Required work = Restate each entry below word for word, without skipping any.

The input =
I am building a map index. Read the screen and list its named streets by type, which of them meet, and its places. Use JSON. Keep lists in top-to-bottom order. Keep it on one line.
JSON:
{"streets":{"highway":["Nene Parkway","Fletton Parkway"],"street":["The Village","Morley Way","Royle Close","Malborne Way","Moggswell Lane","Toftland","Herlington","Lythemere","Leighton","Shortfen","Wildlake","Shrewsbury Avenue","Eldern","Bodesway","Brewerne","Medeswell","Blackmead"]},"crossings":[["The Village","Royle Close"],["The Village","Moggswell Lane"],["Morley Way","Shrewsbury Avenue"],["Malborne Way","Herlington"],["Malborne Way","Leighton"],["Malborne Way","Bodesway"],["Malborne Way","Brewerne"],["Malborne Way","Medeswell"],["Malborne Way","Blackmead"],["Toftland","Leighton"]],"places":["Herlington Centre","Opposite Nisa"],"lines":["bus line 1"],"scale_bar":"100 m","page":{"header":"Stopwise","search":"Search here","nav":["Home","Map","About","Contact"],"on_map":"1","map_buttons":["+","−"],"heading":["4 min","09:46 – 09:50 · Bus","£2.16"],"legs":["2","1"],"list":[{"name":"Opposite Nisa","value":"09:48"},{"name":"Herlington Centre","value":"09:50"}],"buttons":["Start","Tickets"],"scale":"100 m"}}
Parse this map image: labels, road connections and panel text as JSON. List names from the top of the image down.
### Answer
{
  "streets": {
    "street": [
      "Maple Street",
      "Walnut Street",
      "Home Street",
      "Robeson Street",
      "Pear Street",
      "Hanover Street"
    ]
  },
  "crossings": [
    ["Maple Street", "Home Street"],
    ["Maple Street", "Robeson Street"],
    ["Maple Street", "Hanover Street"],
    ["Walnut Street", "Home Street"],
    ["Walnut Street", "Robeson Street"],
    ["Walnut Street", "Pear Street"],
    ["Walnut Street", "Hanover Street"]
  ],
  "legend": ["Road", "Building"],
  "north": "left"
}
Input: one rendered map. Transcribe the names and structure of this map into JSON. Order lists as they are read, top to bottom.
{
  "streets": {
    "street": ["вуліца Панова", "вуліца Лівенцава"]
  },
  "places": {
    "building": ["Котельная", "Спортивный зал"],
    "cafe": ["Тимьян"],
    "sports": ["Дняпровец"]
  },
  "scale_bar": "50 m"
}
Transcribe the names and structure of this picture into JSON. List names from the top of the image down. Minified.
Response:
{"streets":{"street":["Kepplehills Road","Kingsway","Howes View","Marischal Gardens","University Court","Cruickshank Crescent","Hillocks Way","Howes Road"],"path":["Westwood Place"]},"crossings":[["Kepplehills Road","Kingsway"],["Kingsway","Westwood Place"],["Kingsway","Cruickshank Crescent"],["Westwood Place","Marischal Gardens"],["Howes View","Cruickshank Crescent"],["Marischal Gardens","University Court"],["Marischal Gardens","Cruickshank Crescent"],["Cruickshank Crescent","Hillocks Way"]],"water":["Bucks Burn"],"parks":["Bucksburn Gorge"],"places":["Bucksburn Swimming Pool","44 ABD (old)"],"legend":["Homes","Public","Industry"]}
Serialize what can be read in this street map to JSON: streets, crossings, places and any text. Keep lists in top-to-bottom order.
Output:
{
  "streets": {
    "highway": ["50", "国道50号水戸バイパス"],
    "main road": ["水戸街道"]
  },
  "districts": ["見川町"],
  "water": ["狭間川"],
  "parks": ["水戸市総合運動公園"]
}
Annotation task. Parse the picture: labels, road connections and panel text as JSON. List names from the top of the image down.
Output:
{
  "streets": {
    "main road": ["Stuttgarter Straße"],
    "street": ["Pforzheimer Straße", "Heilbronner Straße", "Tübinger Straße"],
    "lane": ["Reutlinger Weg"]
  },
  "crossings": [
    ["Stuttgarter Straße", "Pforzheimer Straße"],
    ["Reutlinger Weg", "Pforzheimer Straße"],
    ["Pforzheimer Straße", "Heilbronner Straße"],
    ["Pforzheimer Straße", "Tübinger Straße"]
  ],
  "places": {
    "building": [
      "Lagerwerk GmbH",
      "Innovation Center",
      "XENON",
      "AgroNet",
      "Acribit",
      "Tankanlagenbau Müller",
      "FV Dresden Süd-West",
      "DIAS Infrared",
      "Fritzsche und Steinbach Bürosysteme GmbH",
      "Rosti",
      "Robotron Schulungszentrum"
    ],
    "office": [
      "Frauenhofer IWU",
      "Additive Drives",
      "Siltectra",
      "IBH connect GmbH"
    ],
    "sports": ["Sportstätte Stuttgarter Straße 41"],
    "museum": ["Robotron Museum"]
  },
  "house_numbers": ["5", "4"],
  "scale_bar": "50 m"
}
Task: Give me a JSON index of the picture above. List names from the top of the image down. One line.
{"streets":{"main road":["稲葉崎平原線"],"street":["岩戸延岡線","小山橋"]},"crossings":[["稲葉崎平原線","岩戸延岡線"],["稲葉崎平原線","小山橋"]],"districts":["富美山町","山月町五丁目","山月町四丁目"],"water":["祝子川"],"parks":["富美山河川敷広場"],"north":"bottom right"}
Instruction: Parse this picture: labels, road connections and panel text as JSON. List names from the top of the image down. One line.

Exercise solution =
I am building a map index. Read the screen and list its named streets by type, which of them meet, and its places. Use JSON. Keep lists in top-to-bottom order. Keep it on one line.
JSON:
{"streets":{"highway":["Nene Parkway","Fletton Parkway"],"street":["The Village","Morley Way","Royle Close","Malborne Way","Moggswell Lane","Toftland","Herlington","Lythemere","Leighton","Shortfen","Wildlake","Shrewsbury Avenue","Eldern","Bodesway","Brewerne","Medeswell","Blackmead"]},"crossings":[["The Village","Royle Close"],["The Village","Moggswell Lane"],["Morley Way","Shrewsbury Avenue"],["Malborne Way","Herlington"],["Malborne Way","Leighton"],["Malborne Way","Bodesway"],["Malborne Way","Brewerne"],["Malborne Way","Medeswell"],["Malborne Way","Blackmead"],["Toftland","Leighton"]],"places":["Herlington Centre","Opposite Nisa"],"lines":["bus line 1"],"scale_bar":"100 m","page":{"header":"Stopwise","search":"Search here","nav":["Home","Map","About","Contact"],"on_map":"1","map_buttons":["+","−"],"heading":["4 min","09:46 – 09:50 · Bus","£2.16"],"legs":["2","1"],"list":[{"name":"Opposite Nisa","value":"09:48"},{"name":"Herlington Centre","value":"09:50"}],"buttons":["Start","Tickets"],"scale":"100 m"}}
Parse this map image: labels, road connections and panel text as JSON. List names from the top of the image down.
### Answer
{
  "streets": {
    "street": [
      "Maple Street",
      "Walnut Street",
      "Home Street",
      "Robeson Street",
      "Pear Street",
      "Hanover Street"
    ]
  },
  "crossings": [
    ["Maple Street", "Home Street"],
    ["Maple Street", "Robeson Street"],
    ["Maple Street", "Hanover Street"],
    ["Walnut Street", "Home Street"],
    ["Walnut Street", "Robeson Street"],
    ["Walnut Street", "Pear Street"],
    ["Walnut Street", "Hanover Street"]
  ],
  "legend": ["Road", "Building"],
  "north": "left"
}
Input: one rendered map. Transcribe the names and structure of this map into JSON. Order lists as they are read, top to bottom.
{
  "streets": {
    "street": ["вуліца Панова", "вуліца Лівенцава"]
  },
  "places": {
    "building": ["Котельная", "Спортивный зал"],
    "cafe": ["Тимьян"],
    "sports": ["Дняпровец"]
  },
  "scale_bar": "50 m"
}
Transcribe the names and structure of this picture into JSON. List names from the top of the image down. Minified.
Response:
{"streets":{"street":["Kepplehills Road","Kingsway","Howes View","Marischal Gardens","University Court","Cruickshank Crescent","Hillocks Way","Howes Road"],"path":["Westwood Place"]},"crossings":[["Kepplehills Road","Kingsway"],["Kingsway","Westwood Place"],["Kingsway","Cruickshank Crescent"],["Westwood Place","Marischal Gardens"],["Howes View","Cruickshank Crescent"],["Marischal Gardens","University Court"],["Marischal Gardens","Cruickshank Crescent"],["Cruickshank Crescent","Hillocks Way"]],"water":["Bucks Burn"],"parks":["Bucksburn Gorge"],"places":["Bucksburn Swimming Pool","44 ABD (old)"],"legend":["Homes","Public","Industry"]}
Serialize what can be read in this street map to JSON: streets, crossings, places and any text. Keep lists in top-to-bottom order.
Output:
{
  "streets": {
    "highway": ["50", "国道50号水戸バイパス"],
    "main road": ["水戸街道"]
  },
  "districts": ["見川町"],
  "water": ["狭間川"],
  "parks": ["水戸市総合運動公園"]
}
Annotation task. Parse the picture: labels, road connections and panel text as JSON. List names from the top of the image down.
Output:
{
  "streets": {
    "main road": ["Stuttgarter Straße"],
    "street": ["Pforzheimer Straße", "Heilbronner Straße", "Tübinger Straße"],
    "lane": ["Reutlinger Weg"]
  },
  "crossings": [
    ["Stuttgarter Straße", "Pforzheimer Straße"],
    ["Reutlinger Weg", "Pforzheimer Straße"],
    ["Pforzheimer Straße", "Heilbronner Straße"],
    ["Pforzheimer Straße", "Tübinger Straße"]
  ],
  "places": {
    "building": [
      "Lagerwerk GmbH",
      "Innovation Center",
      "XENON",
      "AgroNet",
      "Acribit",
      "Tankanlagenbau Müller",
      "FV Dresden Süd-West",
      "DIAS Infrared",
      "Fritzsche und Steinbach Bürosysteme GmbH",
      "Rosti",
      "Robotron Schulungszentrum"
    ],
    "office": [
      "Frauenhofer IWU",
      "Additive Drives",
      "Siltectra",
      "IBH connect GmbH"
    ],
    "sports": ["Sportstätte Stuttgarter Straße 41"],
    "museum": ["Robotron Museum"]
  },
  "house_numbers": ["5", "4"],
  "scale_bar": "50 m"
}
Task: Give me a JSON index of the picture above. List names from the top of the image down. One line.
{"streets":{"main road":["稲葉崎平原線"],"street":["岩戸延岡線","小山橋"]},"crossings":[["稲葉崎平原線","岩戸延岡線"],["稲葉崎平原線","小山橋"]],"districts":["富美山町","山月町五丁目","山月町四丁目"],"water":["祝子川"],"parks":["富美山河川敷広場"],"north":"bottom right"}
Instruction: Parse this picture: labels, road connections and panel text as JSON. List names from the top of the image down. One line.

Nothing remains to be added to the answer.